## WHAT THE TASK REQUIRES
Your answer is a copy of every line in the records where "Jacopo" appears.

--- SOURCE MATERIAL Enclosed Below ---

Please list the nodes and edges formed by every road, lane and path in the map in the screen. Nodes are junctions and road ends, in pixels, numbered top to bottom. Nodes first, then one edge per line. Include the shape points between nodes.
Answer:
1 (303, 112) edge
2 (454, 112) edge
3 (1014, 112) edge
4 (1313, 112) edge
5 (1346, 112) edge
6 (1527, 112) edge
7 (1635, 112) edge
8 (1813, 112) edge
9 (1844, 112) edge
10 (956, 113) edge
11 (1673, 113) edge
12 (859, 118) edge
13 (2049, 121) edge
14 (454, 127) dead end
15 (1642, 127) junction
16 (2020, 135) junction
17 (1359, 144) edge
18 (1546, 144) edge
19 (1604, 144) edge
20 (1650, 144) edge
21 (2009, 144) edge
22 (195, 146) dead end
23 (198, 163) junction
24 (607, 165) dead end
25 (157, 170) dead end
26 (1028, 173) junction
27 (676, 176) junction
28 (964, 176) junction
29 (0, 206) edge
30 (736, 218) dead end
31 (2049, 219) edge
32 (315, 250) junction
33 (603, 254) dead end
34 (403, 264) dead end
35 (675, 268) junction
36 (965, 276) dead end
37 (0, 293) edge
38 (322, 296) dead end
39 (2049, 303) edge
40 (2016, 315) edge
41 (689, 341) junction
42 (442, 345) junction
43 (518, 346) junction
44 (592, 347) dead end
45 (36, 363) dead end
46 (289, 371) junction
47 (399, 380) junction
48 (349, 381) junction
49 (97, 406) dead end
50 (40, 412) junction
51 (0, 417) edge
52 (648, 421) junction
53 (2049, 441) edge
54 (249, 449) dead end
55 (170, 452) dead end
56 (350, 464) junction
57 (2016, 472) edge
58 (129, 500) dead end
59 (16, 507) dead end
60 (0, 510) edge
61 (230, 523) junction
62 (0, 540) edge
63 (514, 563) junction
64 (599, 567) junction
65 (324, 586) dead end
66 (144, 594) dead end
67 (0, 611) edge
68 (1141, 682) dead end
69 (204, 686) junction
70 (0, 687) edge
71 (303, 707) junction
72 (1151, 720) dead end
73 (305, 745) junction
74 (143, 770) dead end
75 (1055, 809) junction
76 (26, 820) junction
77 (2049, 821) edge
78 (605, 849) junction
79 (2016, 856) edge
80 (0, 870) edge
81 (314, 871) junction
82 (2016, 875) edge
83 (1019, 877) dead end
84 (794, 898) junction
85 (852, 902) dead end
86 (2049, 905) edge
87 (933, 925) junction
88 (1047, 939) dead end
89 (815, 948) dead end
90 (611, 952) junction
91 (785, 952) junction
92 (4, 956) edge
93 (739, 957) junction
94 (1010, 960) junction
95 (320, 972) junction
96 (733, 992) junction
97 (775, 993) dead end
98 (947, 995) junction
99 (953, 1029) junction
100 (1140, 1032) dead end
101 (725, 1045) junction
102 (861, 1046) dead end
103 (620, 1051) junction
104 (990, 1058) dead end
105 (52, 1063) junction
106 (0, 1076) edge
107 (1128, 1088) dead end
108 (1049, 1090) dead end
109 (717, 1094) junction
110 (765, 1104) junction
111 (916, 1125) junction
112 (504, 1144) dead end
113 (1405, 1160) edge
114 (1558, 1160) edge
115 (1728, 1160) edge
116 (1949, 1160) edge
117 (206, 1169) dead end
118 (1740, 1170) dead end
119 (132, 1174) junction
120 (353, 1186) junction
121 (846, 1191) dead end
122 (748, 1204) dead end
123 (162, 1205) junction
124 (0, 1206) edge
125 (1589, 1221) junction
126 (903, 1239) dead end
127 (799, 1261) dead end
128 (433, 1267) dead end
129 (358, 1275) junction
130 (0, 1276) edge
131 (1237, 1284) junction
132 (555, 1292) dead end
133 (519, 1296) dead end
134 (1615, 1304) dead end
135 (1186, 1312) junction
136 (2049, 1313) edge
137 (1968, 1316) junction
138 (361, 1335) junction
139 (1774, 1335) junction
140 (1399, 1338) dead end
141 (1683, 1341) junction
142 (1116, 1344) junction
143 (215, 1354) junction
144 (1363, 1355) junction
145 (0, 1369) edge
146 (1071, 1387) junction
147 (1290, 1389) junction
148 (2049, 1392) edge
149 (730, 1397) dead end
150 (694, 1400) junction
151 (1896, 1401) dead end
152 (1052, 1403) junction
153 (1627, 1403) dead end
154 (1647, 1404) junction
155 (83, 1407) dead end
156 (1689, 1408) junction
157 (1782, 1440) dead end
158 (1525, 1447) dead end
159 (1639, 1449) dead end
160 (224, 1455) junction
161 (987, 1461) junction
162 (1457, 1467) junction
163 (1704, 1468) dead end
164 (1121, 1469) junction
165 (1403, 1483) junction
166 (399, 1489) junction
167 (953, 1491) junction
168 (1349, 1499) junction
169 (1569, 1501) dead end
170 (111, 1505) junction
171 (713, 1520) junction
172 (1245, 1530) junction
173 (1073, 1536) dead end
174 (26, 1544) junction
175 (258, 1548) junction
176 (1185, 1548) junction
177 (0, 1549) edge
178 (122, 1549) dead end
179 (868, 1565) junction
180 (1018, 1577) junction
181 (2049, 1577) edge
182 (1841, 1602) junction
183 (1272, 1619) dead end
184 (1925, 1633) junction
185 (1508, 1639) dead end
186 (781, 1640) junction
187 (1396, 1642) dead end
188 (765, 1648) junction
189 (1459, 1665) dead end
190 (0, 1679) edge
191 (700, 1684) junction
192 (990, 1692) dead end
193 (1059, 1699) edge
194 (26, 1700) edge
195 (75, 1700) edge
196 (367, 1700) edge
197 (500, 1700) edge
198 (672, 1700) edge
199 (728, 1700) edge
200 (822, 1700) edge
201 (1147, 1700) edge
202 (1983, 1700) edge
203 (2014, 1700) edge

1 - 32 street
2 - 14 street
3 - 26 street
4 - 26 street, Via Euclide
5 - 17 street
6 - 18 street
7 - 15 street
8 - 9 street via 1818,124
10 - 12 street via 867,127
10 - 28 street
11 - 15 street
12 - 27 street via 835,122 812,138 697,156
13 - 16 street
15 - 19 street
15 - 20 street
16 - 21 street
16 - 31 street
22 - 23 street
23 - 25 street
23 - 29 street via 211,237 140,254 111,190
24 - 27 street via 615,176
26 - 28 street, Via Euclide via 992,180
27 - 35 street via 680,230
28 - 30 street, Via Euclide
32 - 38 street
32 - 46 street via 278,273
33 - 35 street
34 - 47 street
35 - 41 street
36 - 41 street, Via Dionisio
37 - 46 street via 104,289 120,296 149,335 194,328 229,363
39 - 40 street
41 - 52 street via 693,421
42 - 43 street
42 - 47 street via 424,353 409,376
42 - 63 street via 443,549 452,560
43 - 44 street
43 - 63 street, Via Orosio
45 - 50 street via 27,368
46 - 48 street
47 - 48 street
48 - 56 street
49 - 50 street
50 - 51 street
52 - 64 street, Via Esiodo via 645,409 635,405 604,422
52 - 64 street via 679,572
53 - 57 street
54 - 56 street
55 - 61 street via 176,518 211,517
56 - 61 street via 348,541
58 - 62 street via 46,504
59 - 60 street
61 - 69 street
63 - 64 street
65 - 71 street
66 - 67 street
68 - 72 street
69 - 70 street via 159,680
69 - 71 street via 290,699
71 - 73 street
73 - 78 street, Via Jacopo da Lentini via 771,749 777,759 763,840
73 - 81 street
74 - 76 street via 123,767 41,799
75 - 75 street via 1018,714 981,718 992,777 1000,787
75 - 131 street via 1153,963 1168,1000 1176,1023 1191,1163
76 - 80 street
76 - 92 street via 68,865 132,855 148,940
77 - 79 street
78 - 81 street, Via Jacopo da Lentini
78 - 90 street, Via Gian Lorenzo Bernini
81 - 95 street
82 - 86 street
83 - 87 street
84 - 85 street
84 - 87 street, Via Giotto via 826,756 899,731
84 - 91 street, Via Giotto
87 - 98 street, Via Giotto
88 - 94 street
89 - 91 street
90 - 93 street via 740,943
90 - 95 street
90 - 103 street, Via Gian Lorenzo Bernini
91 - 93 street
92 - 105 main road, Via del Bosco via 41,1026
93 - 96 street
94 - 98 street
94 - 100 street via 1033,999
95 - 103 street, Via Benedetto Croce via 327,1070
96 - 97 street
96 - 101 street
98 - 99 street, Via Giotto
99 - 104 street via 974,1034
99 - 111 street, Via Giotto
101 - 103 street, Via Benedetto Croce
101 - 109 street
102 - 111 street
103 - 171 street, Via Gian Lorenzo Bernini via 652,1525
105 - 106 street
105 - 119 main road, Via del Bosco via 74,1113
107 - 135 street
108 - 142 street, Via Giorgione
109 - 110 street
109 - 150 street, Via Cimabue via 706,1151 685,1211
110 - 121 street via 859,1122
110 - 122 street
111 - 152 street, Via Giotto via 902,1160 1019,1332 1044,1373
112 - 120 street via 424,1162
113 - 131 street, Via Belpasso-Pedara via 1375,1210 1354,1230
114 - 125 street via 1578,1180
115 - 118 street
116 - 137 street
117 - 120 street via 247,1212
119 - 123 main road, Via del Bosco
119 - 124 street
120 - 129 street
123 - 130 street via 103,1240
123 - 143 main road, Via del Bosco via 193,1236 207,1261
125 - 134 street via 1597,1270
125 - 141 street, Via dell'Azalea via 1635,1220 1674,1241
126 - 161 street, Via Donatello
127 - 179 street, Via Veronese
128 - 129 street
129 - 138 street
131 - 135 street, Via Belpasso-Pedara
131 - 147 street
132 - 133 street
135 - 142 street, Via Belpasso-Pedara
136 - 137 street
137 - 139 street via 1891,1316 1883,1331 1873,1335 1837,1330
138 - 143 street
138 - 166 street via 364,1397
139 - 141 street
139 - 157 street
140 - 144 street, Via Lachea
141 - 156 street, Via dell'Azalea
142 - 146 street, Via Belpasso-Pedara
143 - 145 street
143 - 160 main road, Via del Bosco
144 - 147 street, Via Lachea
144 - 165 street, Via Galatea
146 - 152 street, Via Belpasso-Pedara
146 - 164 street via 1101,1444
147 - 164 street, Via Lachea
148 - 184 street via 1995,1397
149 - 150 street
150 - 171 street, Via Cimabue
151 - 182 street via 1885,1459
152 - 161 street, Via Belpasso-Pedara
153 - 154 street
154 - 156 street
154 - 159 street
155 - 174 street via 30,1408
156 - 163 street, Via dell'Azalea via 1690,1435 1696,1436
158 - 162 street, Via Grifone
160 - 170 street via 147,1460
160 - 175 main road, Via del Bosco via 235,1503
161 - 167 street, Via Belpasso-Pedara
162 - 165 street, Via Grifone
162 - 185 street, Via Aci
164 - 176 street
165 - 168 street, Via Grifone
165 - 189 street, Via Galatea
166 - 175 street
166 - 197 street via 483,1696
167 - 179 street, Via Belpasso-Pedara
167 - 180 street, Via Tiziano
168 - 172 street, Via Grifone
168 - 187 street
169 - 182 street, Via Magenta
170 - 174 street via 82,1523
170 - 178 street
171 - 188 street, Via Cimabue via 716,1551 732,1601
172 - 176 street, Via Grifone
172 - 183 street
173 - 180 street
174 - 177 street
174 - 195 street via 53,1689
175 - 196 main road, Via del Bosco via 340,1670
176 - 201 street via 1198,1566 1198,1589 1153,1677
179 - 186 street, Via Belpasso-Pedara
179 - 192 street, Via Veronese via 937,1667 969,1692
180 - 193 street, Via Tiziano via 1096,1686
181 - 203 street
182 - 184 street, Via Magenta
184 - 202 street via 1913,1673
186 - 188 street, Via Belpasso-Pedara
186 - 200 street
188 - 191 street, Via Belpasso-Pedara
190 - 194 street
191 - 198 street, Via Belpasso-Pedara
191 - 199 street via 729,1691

--- End of Enclosed SOURCE MATERIAL ---

## EXERCISE RESPONSE
73 - 78 street, Via Jacopo da Lentini via 771,749 777,759 763,840
78 - 81 street, Via Jacopo da Lentini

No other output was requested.